** Exercise materials follows **
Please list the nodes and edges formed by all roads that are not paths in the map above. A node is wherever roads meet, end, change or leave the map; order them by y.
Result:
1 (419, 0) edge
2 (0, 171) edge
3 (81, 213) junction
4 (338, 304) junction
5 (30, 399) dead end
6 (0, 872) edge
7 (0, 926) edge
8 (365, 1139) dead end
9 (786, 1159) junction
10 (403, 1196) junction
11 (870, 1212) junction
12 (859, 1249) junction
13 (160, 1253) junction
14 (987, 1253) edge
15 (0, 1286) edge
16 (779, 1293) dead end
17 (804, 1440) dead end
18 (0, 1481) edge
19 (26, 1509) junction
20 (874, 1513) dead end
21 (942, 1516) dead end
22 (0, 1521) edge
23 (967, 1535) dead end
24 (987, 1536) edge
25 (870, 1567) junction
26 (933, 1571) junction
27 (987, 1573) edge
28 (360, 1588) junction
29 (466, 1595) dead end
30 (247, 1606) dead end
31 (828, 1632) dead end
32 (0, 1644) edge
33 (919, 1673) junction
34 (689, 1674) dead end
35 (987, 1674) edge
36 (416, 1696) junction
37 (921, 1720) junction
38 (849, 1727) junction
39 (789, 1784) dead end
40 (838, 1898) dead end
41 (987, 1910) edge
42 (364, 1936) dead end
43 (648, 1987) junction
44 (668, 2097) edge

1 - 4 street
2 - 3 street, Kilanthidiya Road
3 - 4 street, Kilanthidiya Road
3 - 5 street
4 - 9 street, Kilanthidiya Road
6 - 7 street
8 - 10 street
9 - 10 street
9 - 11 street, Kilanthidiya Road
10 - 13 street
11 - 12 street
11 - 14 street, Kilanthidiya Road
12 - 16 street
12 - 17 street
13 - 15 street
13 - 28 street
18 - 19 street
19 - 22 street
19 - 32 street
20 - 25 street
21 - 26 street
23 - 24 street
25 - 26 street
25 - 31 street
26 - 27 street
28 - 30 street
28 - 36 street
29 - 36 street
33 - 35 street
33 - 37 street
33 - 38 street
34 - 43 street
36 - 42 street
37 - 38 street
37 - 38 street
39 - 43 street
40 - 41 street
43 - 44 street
** End of Exercise materials **
**Exercise**
A complete, exact transcription of the data above is required.

**Response area**
Please list the nodes and edges formed by all roads that are not paths in the map above. A node is wherever roads meet, end, change or leave the map; order them by y.
Result:
1 (419, 0) edge
2 (0, 171) edge
3 (81, 213) junction
4 (338, 304) junction
5 (30, 399) dead end
6 (0, 872) edge
7 (0, 926) edge
8 (365, 1139) dead end
9 (786, 1159) junction
10 (403, 1196) junction
11 (870, 1212) junction
12 (859, 1249) junction
13 (160, 1253) junction
14 (987, 1253) edge
15 (0, 1286) edge
16 (779, 1293) dead end
17 (804, 1440) dead end
18 (0, 1481) edge
19 (26, 1509) junction
20 (874, 1513) dead end
21 (942, 1516) dead end
22 (0, 1521) edge
23 (967, 1535) dead end
24 (987, 1536) edge
25 (870, 1567) junction
26 (933, 1571) junction
27 (987, 1573) edge
28 (360, 1588) junction
29 (466, 1595) dead end
30 (247, 1606) dead end
31 (828, 1632) dead end
32 (0, 1644) edge
33 (919, 1673) junction
34 (689, 1674) dead end
35 (987, 1674) edge
36 (416, 1696) junction
37 (921, 1720) junction
38 (849, 1727) junction
39 (789, 1784) dead end
40 (838, 1898) dead end
41 (987, 1910) edge
42 (364, 1936) dead end
43 (648, 1987) junction
44 (668, 2097) edge

1 - 4 street
2 - 3 street, Kilanthidiya Road
3 - 4 street, Kilanthidiya Road
3 - 5 street
4 - 9 street, Kilanthidiya Road
6 - 7 street
8 - 10 street
9 - 10 street
9 - 11 street, Kilanthidiya Road
10 - 13 street
11 - 12 street
11 - 14 street, Kilanthidiya Road
12 - 16 street
12 - 17 street
13 - 15 street
13 - 28 street
18 - 19 street
19 - 22 street
19 - 32 street
20 - 25 street
21 - 26 street
23 - 24 street
25 - 26 street
25 - 31 street
26 - 27 street
28 - 30 street
28 - 36 street
29 - 36 street
33 - 35 street
33 - 37 street
33 - 38 street
34 - 43 street
36 - 42 street
37 - 38 street
37 - 38 street
39 - 43 street
40 - 41 street
43 - 44 street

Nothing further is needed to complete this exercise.